As In-Person Learning Resumes, School Nurses Want More Resources and Support



The School of the Future located in Midtown East. Photo: Kaniya Rogers

With New York City public school students back in classrooms, school nurses are doing far more than bandaging bloodied knees and dispensing Tylenol. Daily temperature checks are now one of their main responsibilities amid the pandemic.

But a month since in-person learning resumed for nearly 1 million New York City public school students, who make up the largest school district in the country, school nurses are concerned that there are not enough healthcare providers to adequately support students and staff this year.

Despite the Department of Education’s website that explains health and safety guidelines in schools, some nurses say pandemic protocols are not standardized within the buildings, and the city’s health screening tool does not provide reliable information.

“There’s still things you can’t avoid 100%,” said Jillian Burgess, a contracted nurse who is currently working at the School of the Future, a secondary school for grades six through 12, in Midtown East. “You have to do your own assessment.”

Burgess is employed by a healthcare staffing agency, like many school nurses who were hired after Mayor de Blasio declared that there would be a designated nurse in every public school.
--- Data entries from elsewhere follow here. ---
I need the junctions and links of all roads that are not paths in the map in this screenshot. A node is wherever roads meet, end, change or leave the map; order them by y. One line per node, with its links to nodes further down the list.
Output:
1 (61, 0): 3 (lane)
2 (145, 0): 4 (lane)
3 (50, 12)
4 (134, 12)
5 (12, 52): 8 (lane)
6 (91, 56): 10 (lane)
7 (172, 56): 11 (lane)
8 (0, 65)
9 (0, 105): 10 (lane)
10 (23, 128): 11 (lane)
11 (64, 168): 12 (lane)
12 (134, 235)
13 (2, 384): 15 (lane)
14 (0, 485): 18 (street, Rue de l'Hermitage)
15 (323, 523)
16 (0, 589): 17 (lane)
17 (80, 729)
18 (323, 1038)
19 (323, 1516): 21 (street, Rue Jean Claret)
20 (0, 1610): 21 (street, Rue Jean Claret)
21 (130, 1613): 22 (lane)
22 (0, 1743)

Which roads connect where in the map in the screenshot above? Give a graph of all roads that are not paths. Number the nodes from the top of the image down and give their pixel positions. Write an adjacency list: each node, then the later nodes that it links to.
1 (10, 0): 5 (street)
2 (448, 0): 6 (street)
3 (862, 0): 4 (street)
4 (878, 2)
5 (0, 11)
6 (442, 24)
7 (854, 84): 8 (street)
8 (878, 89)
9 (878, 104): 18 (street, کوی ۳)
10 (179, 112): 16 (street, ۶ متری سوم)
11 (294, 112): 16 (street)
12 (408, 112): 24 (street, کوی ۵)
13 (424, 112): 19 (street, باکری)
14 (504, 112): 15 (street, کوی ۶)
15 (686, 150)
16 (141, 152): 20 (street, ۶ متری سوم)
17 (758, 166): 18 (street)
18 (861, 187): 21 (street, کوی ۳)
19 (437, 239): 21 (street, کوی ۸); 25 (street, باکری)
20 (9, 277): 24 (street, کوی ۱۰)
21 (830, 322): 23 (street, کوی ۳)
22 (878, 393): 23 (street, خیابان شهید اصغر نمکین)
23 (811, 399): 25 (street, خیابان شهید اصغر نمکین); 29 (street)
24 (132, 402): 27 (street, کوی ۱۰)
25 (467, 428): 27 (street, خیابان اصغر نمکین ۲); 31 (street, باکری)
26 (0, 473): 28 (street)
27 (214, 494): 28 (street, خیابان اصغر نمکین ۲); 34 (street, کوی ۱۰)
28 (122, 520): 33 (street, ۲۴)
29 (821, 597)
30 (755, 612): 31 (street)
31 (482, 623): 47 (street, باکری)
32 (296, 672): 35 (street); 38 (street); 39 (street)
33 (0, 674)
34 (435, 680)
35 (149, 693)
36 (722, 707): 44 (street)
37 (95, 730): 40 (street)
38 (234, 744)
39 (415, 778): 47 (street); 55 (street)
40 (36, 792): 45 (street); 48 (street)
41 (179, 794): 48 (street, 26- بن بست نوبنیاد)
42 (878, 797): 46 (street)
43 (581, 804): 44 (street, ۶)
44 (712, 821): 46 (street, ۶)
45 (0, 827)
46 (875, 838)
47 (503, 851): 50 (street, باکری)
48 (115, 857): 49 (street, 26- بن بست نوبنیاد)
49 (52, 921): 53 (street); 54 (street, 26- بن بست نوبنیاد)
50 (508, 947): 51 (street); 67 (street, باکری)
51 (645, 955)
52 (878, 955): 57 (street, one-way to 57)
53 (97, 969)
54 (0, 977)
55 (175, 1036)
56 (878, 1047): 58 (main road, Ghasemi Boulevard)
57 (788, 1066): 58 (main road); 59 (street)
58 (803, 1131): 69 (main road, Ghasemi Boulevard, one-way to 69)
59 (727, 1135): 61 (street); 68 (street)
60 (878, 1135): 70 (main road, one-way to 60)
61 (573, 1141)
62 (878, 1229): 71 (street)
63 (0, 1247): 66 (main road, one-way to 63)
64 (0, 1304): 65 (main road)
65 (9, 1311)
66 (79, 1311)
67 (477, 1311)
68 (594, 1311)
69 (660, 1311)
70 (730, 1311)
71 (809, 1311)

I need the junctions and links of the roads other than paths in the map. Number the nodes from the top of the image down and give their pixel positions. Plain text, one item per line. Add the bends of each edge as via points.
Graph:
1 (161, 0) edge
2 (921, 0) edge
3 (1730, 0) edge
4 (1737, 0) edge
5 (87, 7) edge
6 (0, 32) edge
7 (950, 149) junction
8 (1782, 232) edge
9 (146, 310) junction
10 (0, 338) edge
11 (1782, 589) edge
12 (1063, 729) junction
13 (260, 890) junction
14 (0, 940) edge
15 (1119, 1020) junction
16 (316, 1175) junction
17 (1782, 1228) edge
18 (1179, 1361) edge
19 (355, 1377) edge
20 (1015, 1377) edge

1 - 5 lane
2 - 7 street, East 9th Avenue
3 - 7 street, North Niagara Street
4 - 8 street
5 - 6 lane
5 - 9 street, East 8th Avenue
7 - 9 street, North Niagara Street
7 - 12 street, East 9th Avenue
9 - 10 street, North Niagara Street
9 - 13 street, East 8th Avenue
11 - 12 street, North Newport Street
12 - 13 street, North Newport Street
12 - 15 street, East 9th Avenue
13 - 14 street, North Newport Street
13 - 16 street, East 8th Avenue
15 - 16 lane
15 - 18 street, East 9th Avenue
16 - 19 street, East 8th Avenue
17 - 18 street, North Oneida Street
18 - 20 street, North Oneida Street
The announcement came last year after New York City public schools adopted a hybrid-learning model. Now some nurses are responsible for hundreds to thousands of students, more than any one nurse can accommodate.

“I haven’t stood in a school for a full year,” said Burgess, who bounces between different elementary and high schools with varying numbers of students and conditions. “Once, I worked at another school and they had never had a nurse there. They turned a broom closet into a nurse’s office,” she said. Another school required Burgess to provide her own personal protective equipment. 

In May, school nurses published an open letter to Mayor de Blasio requesting higher pay and more funding for Fiscal Year 2022. But the new budget, which was voted on in June, does not include increased salaries and resources for school nurses. The mayor’s office did not respond to requests for comment.

“For the country as a whole, it is very concerning that almost half of our public schools don’t have a full-time nurse. Many school nurses support more than a thousand students and more than one school building—sometimes serving as the only nurse for an entire district,” said a spokesperson for the National Association of School Nurses, in an emailed statement, adding that, “Every American school child deserves a school with a full-time nurse—both to help navigate through the pandemic and support students physical and mental health AND their academic readiness.”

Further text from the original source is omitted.